Incorporating encryption makes the clients trust you better. A lot of sensitive data, including personal information, and official documents are shared between devices and stored on the cloud. Using multiple platforms and devices risks more vulnerabilities in security, which can make it easier for an unauthorized party to access your information. Encryption is immensely helpful in maintaining data integrity while at storage as well as during movement.

What is encryption?

Encryption is a security method implemented to ensure data security. It can protect the data you send, receive or store on your device. It prevents an unauthorized person from accessing your data. The process involves converting plaintext unencrypted data into ciphertext. This data is encoded or decoded via an algorithm using cryptographic keys (cipher).

There are three major components to any encryption system – the data, the algorithm, and the key management.

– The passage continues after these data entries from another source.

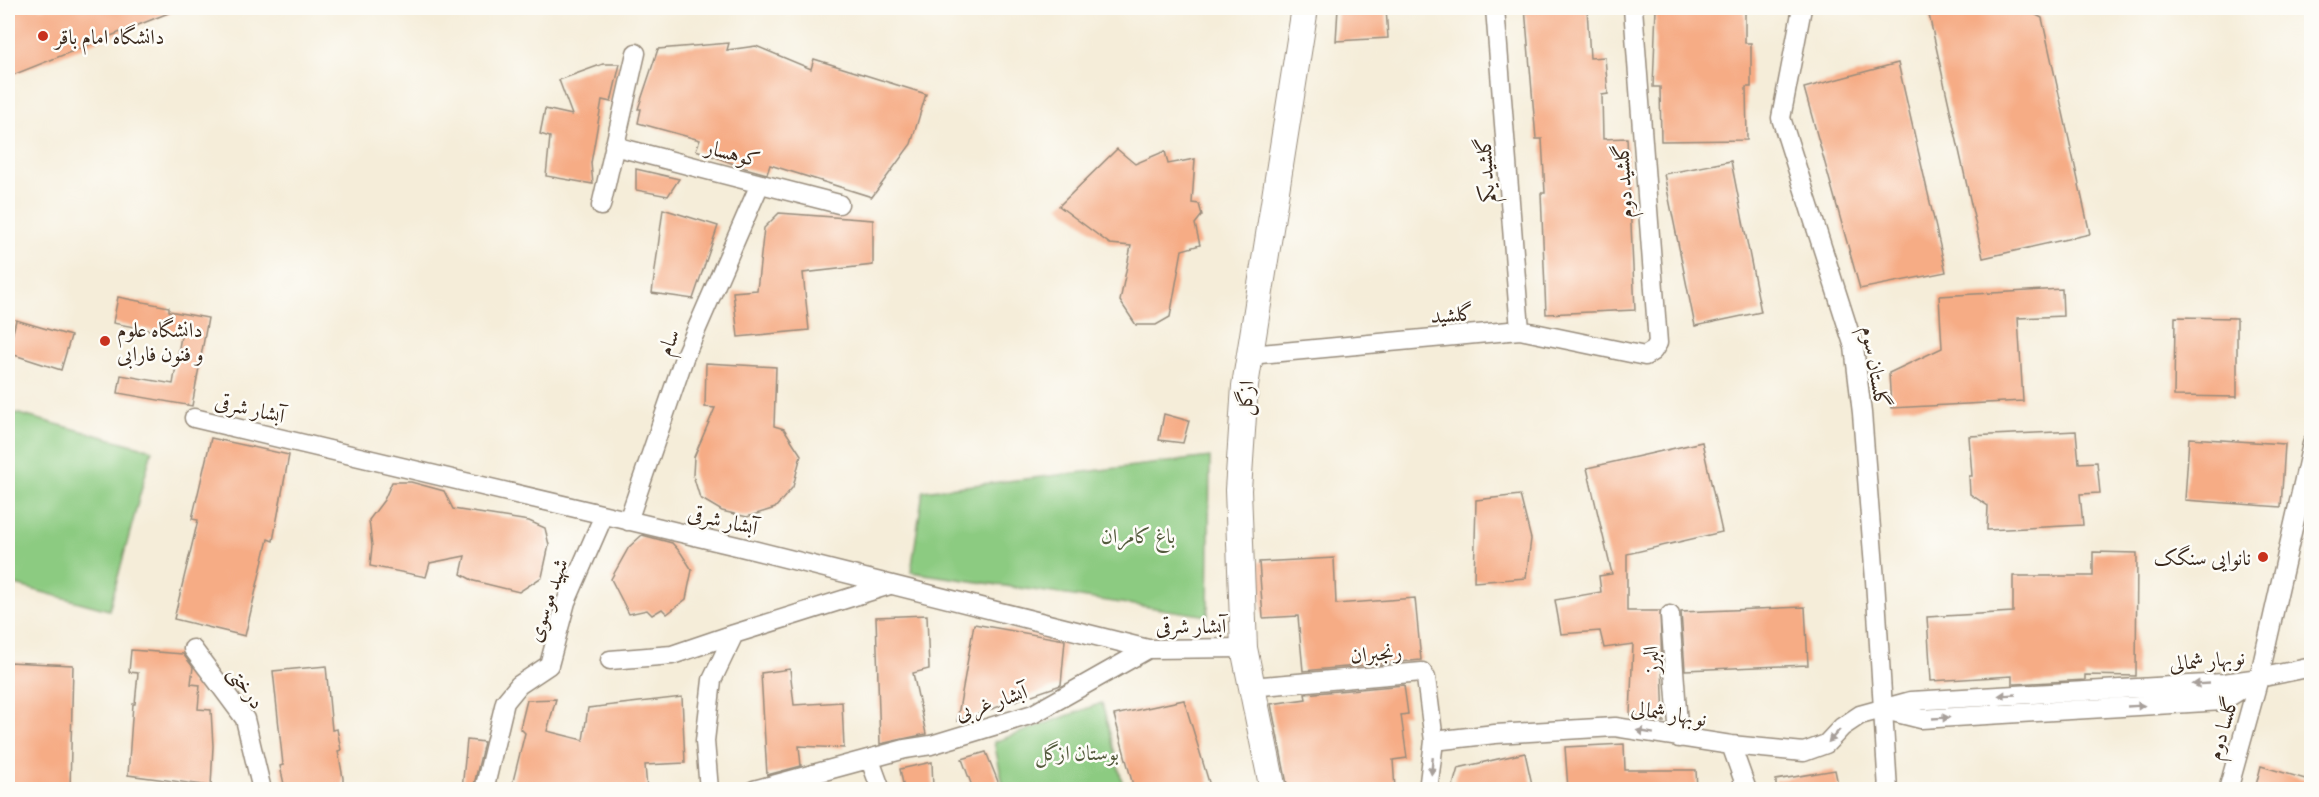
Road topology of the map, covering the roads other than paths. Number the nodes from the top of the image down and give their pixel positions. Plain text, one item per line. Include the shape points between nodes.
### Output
1 (1305, 8) edge
2 (1495, 8) edge
3 (1633, 8) edge
4 (1802, 8) edge
5 (636, 53) dead end
6 (614, 146) junction
7 (760, 184) junction
8 (839, 204) dead end
9 (601, 206) dead end
10 (1520, 330) junction
11 (1653, 351) joint
12 (1250, 355) junction
13 (194, 418) dead end
14 (2312, 444) edge
15 (604, 514) junction
16 (628, 520) junction
17 (891, 585) junction
18 (1670, 615) dead end
19 (734, 634) junction
20 (1148, 648) junction
21 (1244, 648) junction
22 (193, 649) dead end
23 (610, 660) dead end
24 (2312, 667) edge
25 (2259, 678) junction
26 (1251, 687) junction
27 (1884, 710) junction
28 (1679, 738) junction
29 (1434, 741) junction
30 (1731, 745) junction
31 (870, 760) junction
32 (806, 783) edge
33 (262, 789) edge
34 (484, 789) edge
35 (709, 789) edge
36 (754, 789) edge
37 (881, 789) edge
38 (1273, 789) edge
39 (1428, 789) edge
40 (1747, 789) edge
41 (1888, 789) edge
42 (2228, 789) edge

1 - 12 main road, ازگل
2 - 10 street, گلشيد يكم
3 - 11 street, گلشيد دوم via 1658,343
4 - 27 street, گلستان سوم via 1780,118 1854,347
5 - 6 street
6 - 7 street, کوهسار
6 - 9 street
7 - 8 street, کوهسار
7 - 16 street, سام via 684,358
10 - 11 street, گلشید via 1645,356
10 - 12 street, گلشید
12 - 21 main road, ازگل via 1238,490
13 - 15 street, آبشار شرقی
14 - 25 street, گلسا دوم
15 - 16 street, آبشار شرقی
15 - 34 street, شهید موسوی via 566,602 549,665 519,685 505,702
16 - 17 street, آبشار شرقی
17 - 19 street
17 - 20 street, آبشار شرقی
18 - 28 street, البرز
19 - 23 street via 672,655
19 - 35 street via 712,680 705,741
20 - 21 street, آبشار شرقی
20 - 31 street, آبشار غربی via 1033,714
21 - 26 main road, ازگل
22 - 33 street, درختی via 245,719
24 - 25 street, نوبهار شمالی
25 - 27 street, نوبهار شمالی via 1911,701
25 - 42 street, گلسا دوم
26 - 29 street, رنجبران via 1422,672
26 - 38 main road, ازگل
27 -> 30 street, نوبهار شمالی via 1860,716 1826,744 1804,752
27 - 41 street, گلستان سوم
28 -> 29 street, نوبهار شمالی via 1615,727
28 - 30 street, نوبهار شمالی
29 -> 39 street, رنجبران
30 - 40 street
31 - 32 street, آبشار غربی
31 - 37 street
32 - 36 street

When the data is stored on a single device, all three components are running or stored in the same device. If data is transferred between multiple devices, the three components usually run or are stored in separate places. This reduces the chances of data breaches by preventing a single component from compromising the entire system.

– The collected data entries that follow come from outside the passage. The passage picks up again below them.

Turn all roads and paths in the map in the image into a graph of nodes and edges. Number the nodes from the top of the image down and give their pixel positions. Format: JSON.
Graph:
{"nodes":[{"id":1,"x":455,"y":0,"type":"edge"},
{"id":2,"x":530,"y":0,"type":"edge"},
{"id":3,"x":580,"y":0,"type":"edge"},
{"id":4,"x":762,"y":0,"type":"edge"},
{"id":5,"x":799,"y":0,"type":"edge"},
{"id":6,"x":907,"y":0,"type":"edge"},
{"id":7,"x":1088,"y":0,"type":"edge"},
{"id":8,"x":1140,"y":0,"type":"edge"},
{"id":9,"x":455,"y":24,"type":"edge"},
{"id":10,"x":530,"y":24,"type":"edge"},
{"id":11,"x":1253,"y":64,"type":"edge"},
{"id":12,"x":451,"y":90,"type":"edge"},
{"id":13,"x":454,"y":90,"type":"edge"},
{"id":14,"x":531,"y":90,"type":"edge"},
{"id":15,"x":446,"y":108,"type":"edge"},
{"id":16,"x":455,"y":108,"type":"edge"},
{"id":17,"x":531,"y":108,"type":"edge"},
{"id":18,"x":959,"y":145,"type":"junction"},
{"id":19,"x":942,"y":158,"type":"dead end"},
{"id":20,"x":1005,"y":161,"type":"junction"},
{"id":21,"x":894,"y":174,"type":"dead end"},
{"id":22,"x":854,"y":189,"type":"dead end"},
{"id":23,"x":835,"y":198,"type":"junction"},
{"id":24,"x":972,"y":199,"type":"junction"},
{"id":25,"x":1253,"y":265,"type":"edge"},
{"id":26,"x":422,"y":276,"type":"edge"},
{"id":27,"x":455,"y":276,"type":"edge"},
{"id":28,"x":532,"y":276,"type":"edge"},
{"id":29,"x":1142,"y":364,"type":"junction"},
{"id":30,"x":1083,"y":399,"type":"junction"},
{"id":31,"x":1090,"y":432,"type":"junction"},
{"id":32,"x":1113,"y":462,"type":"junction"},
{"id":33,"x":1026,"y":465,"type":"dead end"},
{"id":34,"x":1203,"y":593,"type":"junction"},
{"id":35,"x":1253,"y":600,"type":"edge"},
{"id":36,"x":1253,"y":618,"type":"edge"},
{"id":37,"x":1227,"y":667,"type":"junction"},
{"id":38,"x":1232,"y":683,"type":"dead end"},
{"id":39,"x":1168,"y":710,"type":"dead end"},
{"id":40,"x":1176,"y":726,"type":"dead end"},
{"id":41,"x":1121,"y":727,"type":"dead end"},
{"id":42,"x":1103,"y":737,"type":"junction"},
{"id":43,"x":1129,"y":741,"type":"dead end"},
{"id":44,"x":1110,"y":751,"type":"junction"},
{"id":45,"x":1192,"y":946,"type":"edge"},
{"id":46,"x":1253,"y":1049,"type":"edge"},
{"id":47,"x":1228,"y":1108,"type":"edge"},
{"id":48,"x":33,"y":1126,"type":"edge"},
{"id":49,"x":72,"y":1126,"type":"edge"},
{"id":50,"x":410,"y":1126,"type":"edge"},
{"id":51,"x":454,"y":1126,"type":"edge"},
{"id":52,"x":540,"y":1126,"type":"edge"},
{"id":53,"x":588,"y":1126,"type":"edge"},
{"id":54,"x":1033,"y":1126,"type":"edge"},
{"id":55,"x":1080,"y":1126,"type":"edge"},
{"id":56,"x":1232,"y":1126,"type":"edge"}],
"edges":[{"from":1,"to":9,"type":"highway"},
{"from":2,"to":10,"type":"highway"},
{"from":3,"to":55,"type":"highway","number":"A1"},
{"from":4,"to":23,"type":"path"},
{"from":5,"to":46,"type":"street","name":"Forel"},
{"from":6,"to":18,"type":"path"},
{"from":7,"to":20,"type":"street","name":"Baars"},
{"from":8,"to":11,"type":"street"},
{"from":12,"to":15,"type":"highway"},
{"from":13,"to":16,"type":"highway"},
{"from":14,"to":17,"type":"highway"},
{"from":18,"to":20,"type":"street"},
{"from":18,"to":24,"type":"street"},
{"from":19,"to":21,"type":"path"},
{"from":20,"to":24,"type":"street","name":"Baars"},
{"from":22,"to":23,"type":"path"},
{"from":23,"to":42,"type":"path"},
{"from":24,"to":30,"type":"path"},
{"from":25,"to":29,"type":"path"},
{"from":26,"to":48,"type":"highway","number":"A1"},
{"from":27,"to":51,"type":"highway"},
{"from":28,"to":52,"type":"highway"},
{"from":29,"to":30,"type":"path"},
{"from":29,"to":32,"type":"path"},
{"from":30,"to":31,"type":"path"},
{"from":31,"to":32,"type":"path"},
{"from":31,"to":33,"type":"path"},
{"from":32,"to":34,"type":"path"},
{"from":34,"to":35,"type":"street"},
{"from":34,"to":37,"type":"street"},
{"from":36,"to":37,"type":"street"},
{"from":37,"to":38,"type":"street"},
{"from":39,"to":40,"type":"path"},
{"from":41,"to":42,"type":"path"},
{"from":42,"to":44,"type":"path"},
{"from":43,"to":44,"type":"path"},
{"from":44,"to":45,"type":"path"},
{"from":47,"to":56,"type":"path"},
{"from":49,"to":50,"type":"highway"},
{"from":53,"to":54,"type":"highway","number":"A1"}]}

Also read: Decoding the Indian Laws on Encryption

What are the types of Encryption?

Encryption is essentially of two types – symmetric and asymmetric. Under a symmetric system, a single key or password is used to encode or decode the data.

The asymmetric system, while being slower, is more secure since it encompasses a dual key. One key is available to the public while the other key remains private. The public key is used to encrypt whereas the information can only be decrypted using the private key.

During encryption, the algorithm scrambles data so that only a person having access via a decryption key can read it. The data gets converted into an unreadable format which can only be retrieved when the correct private cipher is entered.

Source: Cloudflare

In case of interception of data by an unauthorized entity, the intruder has to guess the correct cipher. This process is lengthy and requires resources. The time value and difficulty of guessing this information is what makes encryption such a valuable security tool. 

What is End-to-End Encryption?

The most common method deployed to protect data in transit is end-to-end encryption (E2E). This method ensures the data being sent between two parties cannot be viewed by any third party trying to intercept the communication channel, even by the service provider. Popular messaging apps including WhatsApp and Signal have incorporated E2E in their core product. The communication on these service providers remains protected as the end-to-end encrypted data cannot be accessed except by the intended individuals.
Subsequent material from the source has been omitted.